Standard caveat - I'm not a lawyer and therefore can't even begin to advise on any potential legal outcomes (speak to a lawyer or ask on Law.SE if you need any guidance there).

It's a very, very tricky situation - anything that carries even the barest whiff of religious discrimination in the UK is a minefield of potential HR and legal issues.

The way to handle this is (as Joe Strazze points out in his comment) is to avoid any speculation or supposition as to the causes of his poor performance. When you have the review focus purely on the objective results that his work is producing over the the greater time period and what can be done to resolve these issues. Do NOT mention Ramadan or fasting or lack of sleep or anything along those lines. If the employee comes back with his observation of Ramadan as being the reason for the issues you can use any evidence from previous non-Ramadan reviews so make it clear that this is an issue that is nothing to do with Ramadan and has been a problem for a while. In fact wherever possible avoid making any references to decreased productivity during the time period of Ramadan as there is legal precedent that such comments are direct religious discrimination (e.g. Bhatti and another v Pontiac Coils Europe Ltd)
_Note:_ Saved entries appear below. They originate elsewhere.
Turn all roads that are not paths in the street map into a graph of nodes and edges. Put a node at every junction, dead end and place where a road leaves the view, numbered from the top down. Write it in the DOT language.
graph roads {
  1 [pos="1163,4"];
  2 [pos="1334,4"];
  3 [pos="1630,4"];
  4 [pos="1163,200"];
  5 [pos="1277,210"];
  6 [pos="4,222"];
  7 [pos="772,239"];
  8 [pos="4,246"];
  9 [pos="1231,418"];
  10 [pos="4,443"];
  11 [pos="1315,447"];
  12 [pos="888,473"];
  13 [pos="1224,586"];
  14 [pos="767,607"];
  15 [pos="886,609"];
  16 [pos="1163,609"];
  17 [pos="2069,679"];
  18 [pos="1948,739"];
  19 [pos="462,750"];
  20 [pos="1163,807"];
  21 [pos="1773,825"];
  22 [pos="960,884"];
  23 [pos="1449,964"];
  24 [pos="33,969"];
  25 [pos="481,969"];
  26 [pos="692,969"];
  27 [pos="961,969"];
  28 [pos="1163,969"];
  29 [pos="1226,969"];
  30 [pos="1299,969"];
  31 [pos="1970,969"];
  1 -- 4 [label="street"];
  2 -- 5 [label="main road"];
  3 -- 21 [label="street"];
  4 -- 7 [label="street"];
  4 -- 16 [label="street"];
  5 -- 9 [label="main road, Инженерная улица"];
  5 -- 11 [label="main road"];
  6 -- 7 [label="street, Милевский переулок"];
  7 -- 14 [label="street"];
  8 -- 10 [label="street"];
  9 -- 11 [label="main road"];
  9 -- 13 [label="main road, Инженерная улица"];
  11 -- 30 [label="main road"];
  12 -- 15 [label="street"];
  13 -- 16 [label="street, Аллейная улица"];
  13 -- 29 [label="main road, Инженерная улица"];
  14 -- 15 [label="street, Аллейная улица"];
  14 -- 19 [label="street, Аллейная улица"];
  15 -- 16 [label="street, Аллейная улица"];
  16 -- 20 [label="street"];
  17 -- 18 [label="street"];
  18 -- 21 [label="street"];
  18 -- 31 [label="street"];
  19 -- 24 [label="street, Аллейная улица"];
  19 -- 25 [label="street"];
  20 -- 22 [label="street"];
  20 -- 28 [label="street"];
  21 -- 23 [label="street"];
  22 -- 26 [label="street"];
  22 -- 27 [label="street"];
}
  • There was a newspaper article not long ago discussing this whole matter for the small number of professional practising muslim football players in the UK, with a muslim player being interviewed. This guy most definitely discussed things with his manager, with his Imam, and with a nutritionist. Turns out the Imam told him he can eat when playing away from home (no fasting while travelling), and the nutritionist was helpful.
    – gnasher729
    Commented Jun 25, 2017 at 15:13

Disclosure: I code for a living and I fast Ramadan. My performance review last week, in Ramadan, was positive. Also, I'm not a lawyer.

Religious circumstances aside, your workers must be all held to the same standard. If someone is demonstrably faltering due to personal reasons, Ramadan or otherwise, then the manager should hold them accountable.

Sometimes allowances can be made, for example a parent has to drive a kid to school late every day. So he can make up for it by working later. But the other workers should not have to shoulder extra weight. In this case, there may be more to your colleague's situation than not-eating-lunch. Have a frank discussion about their performance, and you don't have to bring up Ramadan. If they do, then you can ask what can be done to improve the situation that doesn't require special treatment.

I can't speak for your colleague's particular situation, but in my anecdotal experience, it's not impossible to fast in Ramadan and do one's job.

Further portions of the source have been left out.